Benavidez wants to reclaim the WBC title by knocking out Dirrell, something that has never happened to the grizzled veteran in a pro career that has spanned nearly 15 years.
“Dirrell has never been stopped, he has never been hurt,” Benavidez said. “He says there’s no way that I could beat him, that he’s been boxing more than I’ve been alive. Anthony Dirrell, just be ready and willing because you’re going to get knocked out September 28.”
For whatever it’s worth, IBF super middleweight champion Caleb Plant is expecting Benavidez to get past Dirrell without much of a problem. But that could simply be attributed to Plant and Benavidez both wanting a unification fight.
Perhaps Benavidez will show Plant a preview of things to come Saturday night against Dirrell.

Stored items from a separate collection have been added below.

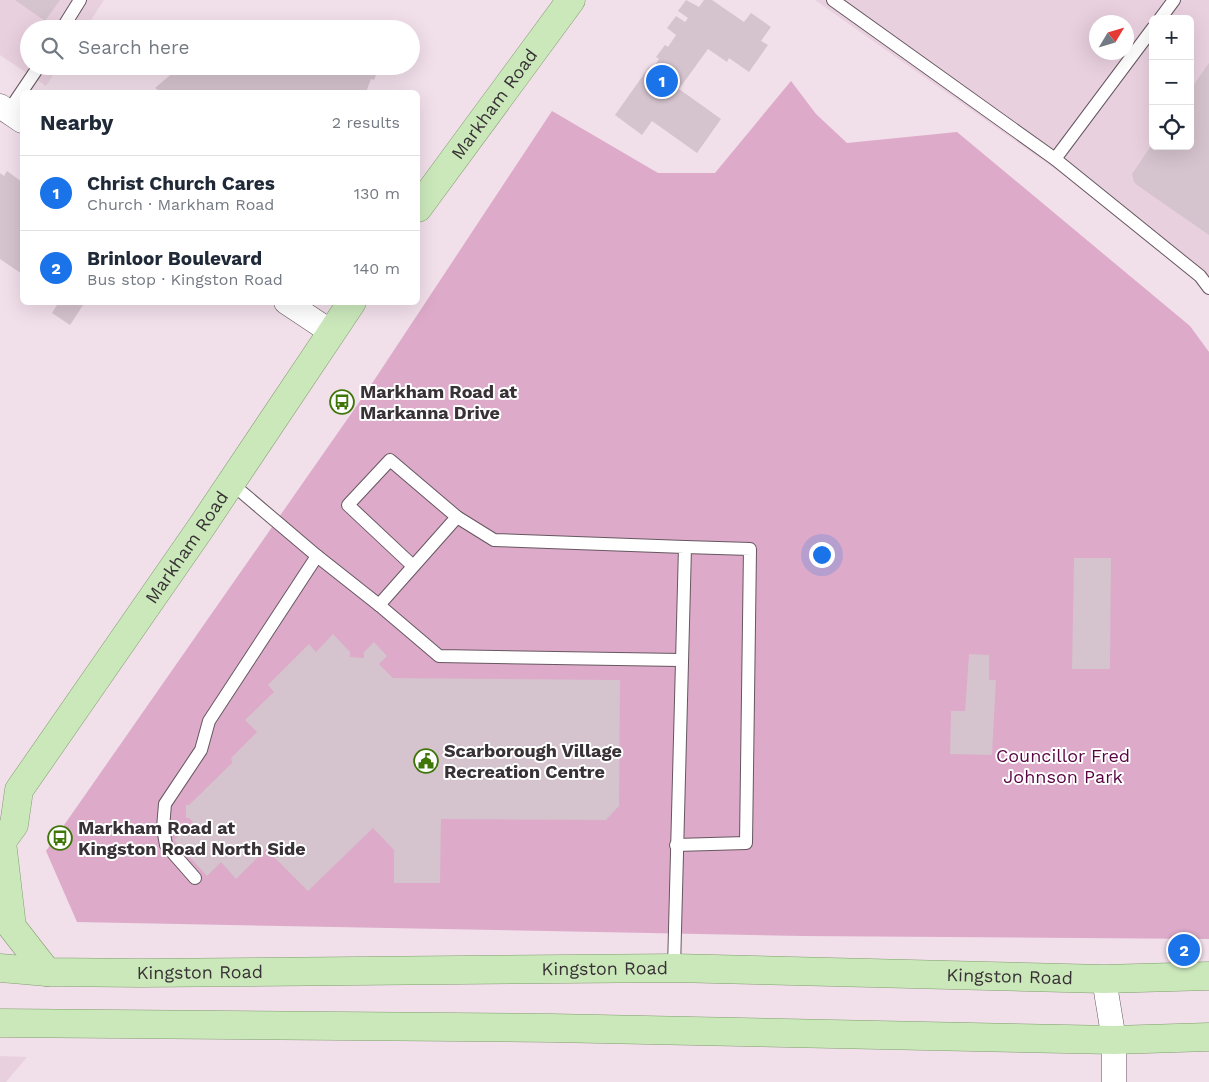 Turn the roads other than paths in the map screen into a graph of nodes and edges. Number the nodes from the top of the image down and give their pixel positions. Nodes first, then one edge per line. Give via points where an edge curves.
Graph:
1 (80, 0) edge
2 (570, 0) edge
3 (833, 0) edge
4 (1174, 0) edge
5 (1163, 15) edge
6 (68, 20) edge
7 (1149, 33) edge
8 (33, 75) edge
9 (24, 90) edge
10 (20, 97) edge
11 (10, 113) edge
12 (1055, 159) junction
13 (420, 205) edge
14 (1209, 288) edge
15 (290, 305) edge
16 (350, 305) edge
17 (331, 332) junction
18 (231, 483) junction
19 (457, 517) junction
20 (685, 547) junction
21 (317, 556) junction
22 (413, 566) junction
23 (379, 605) junction
24 (680, 660) junction
25 (9, 795) edge
26 (1, 843) edge
27 (676, 845) junction
28 (195, 878) dead end
29 (0, 968) edge
30 (674, 968) junction
31 (46, 972) junction
32 (1209, 976) edge
33 (1104, 979) junction
34 (0, 1023) edge
35 (1209, 1038) edge
36 (1114, 1040) junction
37 (1114, 1082) edge

1 - 6 lane
2 - 13 main road, Markham Road
3 - 12 lane
4 - 5 lane
7 - 12 lane
8 - 9 lane
10 - 11 lane
12 - 14 lane via 1200,276
15 - 17 street
16 - 17 main road, Markham Road
17 - 18 main road, Markham Road
18 - 21 lane
18 - 25 main road, Markham Road
19 - 20 lane via 494,540
19 - 22 lane
19 - 22 lane via 390,460 348,505
20 - 24 lane
20 - 27 lane via 750,549 746,842
21 - 23 lane
21 - 28 lane via 209,721 201,750 165,804 163,828 166,845
22 - 23 lane
23 - 24 lane via 438,656
24 - 27 lane
25 - 26 main road, Markham Road via 14,825
26 - 31 main road via 12,927
27 - 30 lane
29 - 31 main road, Kingston Road
30 - 31 main road, Kingston Road
30 - 33 main road, Kingston Road
32 - 33 main road, Kingston Road
33 - 36 street
34 - 36 main road via 562,1028
35 - 36 main road
36 - 37 street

“I know whoever I put my hands on, I’m going to hurt,” Benavidez said.
While a Teofimo Lopez or Ryan Garcia might hog the shine for 22-and-under fighters, Benavidez has already made the boxing history that they crave by being the youngest super middleweight world champion of all time — and that’s the only adulation that he cares about.
“Me being in the limelight really doesn’t matter,” Benavidez said. “I’m looking to stand alone in history. I turned professional when I was 16 years old. I’m about to turn 23, so I’ve been here for a while. People know about me, but I feel like my era is going to start September 28.”
Or rather restart. Benavidez is ready for his second coming.